Stunning divergence in equities is a short-term opportunity

By Peter Garnry, Head of Equity Strategy, Saxo Bank

Travel stocks are soaring on good Omicron news and a quicker path to normalisation and the broader commodity sector is still favoured as investors are adding protection against inflation to their portfolios. The flipside is a bloodbath in speculative bubble stocks and themes such as NextGen Medicine and E-commerce. The divergence in just two trading session is stunningly 9.1%-point between the travel and bubble stocks baskets. While there are many arguments for why bubble stocks could fall more, we think the selloff will soon turn into a "buying-the-dip" situation with the market betting on bubble stocks going into the earnings season on the notion that this part of the market will deliver growth surprises.

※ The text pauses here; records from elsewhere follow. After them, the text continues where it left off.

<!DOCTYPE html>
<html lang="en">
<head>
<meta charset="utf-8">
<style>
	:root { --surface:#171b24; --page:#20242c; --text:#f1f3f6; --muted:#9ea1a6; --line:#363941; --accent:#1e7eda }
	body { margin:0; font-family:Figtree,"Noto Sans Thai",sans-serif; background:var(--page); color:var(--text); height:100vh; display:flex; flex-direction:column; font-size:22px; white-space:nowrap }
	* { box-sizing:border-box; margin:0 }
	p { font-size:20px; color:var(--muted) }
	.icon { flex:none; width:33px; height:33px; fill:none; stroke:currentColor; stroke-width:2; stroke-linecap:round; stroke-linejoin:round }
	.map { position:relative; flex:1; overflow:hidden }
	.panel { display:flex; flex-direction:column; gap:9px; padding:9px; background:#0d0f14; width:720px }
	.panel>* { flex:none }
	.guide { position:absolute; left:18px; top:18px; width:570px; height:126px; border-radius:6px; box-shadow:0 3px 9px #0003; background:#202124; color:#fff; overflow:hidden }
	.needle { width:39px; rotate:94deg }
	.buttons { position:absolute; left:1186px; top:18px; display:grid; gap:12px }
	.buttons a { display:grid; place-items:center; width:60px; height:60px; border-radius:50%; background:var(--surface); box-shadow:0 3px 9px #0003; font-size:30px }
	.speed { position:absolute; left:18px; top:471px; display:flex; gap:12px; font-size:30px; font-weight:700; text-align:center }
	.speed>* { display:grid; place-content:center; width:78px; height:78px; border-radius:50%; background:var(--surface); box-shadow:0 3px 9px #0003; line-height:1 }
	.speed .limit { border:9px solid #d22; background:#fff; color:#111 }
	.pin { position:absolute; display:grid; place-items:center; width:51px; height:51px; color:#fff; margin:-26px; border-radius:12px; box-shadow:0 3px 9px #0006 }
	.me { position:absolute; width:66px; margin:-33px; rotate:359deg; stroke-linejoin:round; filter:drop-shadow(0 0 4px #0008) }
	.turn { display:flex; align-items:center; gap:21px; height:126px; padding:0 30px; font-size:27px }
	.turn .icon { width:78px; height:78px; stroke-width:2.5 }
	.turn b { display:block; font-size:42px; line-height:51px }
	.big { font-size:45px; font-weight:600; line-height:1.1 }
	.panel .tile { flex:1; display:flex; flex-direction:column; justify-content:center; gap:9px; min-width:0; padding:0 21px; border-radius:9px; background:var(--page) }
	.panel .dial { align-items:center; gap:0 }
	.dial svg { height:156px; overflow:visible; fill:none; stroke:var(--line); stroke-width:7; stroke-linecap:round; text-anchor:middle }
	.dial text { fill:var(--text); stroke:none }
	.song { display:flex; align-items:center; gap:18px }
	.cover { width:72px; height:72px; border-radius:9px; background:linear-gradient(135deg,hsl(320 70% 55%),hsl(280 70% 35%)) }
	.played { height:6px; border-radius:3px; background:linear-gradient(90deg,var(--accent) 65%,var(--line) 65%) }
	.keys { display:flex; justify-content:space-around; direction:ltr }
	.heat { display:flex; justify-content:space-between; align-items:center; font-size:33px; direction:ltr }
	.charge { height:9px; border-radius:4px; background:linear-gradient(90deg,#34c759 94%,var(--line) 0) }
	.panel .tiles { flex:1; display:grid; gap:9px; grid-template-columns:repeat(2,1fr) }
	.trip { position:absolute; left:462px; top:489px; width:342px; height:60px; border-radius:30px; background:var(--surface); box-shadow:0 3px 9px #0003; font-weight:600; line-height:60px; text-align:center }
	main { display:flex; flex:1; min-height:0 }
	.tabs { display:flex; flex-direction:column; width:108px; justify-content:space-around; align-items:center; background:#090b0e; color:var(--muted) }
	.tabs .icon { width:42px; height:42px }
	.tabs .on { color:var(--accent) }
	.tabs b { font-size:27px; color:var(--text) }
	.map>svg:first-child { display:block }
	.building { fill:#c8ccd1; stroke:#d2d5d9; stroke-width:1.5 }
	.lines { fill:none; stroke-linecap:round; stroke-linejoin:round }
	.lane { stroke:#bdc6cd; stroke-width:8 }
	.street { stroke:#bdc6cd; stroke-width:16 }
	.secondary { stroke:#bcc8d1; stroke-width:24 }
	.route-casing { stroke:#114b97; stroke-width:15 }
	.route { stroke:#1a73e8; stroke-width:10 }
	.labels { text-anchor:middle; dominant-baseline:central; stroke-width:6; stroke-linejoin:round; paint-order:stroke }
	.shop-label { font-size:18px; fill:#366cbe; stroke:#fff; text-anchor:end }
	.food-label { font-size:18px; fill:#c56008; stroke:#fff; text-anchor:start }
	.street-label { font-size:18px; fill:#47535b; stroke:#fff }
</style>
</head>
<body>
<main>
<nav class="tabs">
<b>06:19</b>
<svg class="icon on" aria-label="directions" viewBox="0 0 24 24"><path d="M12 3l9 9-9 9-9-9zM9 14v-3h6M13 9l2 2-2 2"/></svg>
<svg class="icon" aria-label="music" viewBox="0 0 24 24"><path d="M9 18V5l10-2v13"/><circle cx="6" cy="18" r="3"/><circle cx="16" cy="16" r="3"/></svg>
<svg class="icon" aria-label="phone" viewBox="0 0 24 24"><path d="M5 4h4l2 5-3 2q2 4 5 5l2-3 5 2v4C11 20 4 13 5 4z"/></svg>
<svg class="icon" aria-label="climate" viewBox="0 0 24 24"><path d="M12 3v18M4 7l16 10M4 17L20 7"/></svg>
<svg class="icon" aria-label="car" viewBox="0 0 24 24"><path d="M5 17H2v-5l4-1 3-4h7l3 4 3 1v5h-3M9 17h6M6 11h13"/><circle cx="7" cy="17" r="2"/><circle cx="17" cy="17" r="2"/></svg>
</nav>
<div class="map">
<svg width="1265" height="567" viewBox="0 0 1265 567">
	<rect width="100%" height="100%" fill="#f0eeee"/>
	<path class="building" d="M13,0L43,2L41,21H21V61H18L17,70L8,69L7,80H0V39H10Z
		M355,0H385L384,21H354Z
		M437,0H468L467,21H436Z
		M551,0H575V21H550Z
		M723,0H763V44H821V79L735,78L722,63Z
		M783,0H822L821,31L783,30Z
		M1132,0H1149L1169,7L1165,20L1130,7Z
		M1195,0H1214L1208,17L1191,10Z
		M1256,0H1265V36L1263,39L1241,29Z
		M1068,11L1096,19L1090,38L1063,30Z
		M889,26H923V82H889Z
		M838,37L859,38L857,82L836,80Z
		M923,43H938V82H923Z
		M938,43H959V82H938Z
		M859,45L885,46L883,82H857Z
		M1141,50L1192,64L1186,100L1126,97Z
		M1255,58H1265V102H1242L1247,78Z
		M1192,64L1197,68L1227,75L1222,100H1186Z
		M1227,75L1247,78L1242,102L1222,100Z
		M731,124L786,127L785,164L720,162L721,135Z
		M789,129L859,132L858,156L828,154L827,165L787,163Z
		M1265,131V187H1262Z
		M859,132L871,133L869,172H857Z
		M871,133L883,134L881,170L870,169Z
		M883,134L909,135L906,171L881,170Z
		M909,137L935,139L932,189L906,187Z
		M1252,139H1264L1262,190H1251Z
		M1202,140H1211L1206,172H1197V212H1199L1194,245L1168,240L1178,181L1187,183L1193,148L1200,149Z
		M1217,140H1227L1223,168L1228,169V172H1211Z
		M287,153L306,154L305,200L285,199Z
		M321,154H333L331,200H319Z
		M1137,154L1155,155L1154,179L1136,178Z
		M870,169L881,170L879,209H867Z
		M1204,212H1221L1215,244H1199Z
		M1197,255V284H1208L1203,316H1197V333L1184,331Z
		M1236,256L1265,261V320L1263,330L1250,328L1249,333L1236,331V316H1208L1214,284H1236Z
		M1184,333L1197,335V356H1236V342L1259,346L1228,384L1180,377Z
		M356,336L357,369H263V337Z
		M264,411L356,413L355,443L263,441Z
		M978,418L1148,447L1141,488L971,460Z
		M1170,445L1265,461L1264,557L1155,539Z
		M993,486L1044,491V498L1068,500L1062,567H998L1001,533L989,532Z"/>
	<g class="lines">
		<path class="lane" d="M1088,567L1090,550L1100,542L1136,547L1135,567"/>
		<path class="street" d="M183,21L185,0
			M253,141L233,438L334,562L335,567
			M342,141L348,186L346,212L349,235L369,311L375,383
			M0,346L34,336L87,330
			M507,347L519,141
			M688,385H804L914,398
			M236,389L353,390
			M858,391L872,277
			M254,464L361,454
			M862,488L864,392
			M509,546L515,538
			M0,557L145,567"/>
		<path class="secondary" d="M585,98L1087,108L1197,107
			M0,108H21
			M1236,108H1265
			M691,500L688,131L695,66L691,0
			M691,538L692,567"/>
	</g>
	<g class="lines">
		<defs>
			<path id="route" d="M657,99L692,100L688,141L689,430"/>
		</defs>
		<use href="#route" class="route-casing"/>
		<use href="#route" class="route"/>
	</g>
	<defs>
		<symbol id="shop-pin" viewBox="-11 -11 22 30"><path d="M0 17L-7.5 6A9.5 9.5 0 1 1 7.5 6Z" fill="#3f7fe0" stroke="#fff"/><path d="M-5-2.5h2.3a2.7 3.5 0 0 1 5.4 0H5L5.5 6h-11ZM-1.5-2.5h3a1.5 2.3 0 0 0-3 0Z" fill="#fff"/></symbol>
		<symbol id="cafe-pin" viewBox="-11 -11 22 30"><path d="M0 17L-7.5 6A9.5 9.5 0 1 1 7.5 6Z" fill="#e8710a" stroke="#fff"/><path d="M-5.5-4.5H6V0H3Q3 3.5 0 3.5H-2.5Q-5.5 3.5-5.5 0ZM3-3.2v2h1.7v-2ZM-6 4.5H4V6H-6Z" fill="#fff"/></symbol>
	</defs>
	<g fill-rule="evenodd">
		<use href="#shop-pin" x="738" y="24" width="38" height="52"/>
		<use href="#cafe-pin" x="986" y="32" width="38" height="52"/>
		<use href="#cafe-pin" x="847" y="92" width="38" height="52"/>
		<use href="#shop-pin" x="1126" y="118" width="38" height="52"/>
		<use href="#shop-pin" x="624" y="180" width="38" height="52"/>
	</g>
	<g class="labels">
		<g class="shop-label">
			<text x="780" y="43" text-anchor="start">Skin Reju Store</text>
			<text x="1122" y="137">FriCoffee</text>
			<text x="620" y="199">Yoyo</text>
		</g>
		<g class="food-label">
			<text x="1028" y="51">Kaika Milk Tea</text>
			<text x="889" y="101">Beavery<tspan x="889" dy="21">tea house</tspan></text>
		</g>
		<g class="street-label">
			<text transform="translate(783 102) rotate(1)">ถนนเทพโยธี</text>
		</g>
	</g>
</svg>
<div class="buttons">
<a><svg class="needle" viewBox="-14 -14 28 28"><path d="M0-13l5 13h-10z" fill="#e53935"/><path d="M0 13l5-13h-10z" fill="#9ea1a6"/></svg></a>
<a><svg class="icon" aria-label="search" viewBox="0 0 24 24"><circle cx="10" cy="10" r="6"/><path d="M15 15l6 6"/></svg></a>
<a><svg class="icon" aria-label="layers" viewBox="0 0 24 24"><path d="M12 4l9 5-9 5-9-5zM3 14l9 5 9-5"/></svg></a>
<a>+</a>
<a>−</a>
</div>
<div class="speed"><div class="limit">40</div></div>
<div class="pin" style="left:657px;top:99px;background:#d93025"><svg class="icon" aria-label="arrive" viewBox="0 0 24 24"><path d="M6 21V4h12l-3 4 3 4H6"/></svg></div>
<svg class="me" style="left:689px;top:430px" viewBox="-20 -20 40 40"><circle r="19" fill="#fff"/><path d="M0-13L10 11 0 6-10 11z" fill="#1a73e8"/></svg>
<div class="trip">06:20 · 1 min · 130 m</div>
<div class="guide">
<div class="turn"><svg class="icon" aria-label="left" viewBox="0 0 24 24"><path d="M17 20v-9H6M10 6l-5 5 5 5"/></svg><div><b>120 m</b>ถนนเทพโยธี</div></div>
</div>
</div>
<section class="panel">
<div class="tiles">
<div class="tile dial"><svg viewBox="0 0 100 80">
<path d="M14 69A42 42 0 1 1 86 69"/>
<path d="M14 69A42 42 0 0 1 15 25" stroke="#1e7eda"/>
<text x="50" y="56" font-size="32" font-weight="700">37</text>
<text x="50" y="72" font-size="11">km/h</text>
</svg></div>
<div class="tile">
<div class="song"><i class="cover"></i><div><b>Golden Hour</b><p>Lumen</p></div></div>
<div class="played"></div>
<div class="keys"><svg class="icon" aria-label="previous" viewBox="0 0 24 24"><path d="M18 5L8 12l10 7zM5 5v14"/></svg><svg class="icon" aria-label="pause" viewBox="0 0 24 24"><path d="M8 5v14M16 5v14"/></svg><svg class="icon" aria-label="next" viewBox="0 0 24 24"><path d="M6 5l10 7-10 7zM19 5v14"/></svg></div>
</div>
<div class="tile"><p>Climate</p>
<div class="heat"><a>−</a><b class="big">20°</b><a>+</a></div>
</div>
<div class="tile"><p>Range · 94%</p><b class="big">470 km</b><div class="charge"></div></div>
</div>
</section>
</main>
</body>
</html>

Speculative growth stocks are continuing their 2021 descent

We are only two full trading sessions into the new year and we are already observing a 9.1%-point difference in performance between the travel basket, helped by the good news on the Omicron variant, and bubble stocks which suffering from the latest move higher in the US 10-year yield and investors continuing their rotating out of speculative growth and adding inflation hedges such as mega caps, financials, energy and mining.

While we think that a better balance between the physical and the online is warranted in the portfolio as inflation will run higher for longer due to physical constraints across energy and metals during the green transformation. But short-term we think a tactical trading opportunity is emerging as many bubble stocks will continue to show high revenue growth, whether they can deliver on operating margin is a different story, and that they will be bought back again by investors. The next couple of weeks could be tough for speculative bubble stocks, but our thinking is that investors will pick them up ahead of the earnings season betting on revenue surprises lifting share price against deteriorating expectations.

Bubble stocks basket

Source: Bloomberg and Saxo Group

The market is betting on a totally different car industry

As a follow up to yesterday’s equity note, we extended our commentary on the EV battle in today’s podcast. We failed to cover all our thoughts because we have to be conscious of time, so we expanded further on our thinking in this Twitter thread. At any case, the EV battle this year is one of the most interesting to watch and a defining moment for the car industry. A lot of market value is at risk this year. We forgot in our Twitter thread to elaborate a bit on the car as a platform. The idea for the bulls on Tesla is that 1) the company takes 25% global market share, and 2) cars will become a major digital platform in which you can sell software services on. In that scenario, Tesla could be extremely profitable, but the path to the endpoint is not without risk and while we have seen Volkswagen having difficulties ramping up production to beat Tesla, we do not yet know the dynamics of the remaining large players (Ford, GM, Toyota etc.) entering the EV race at full force.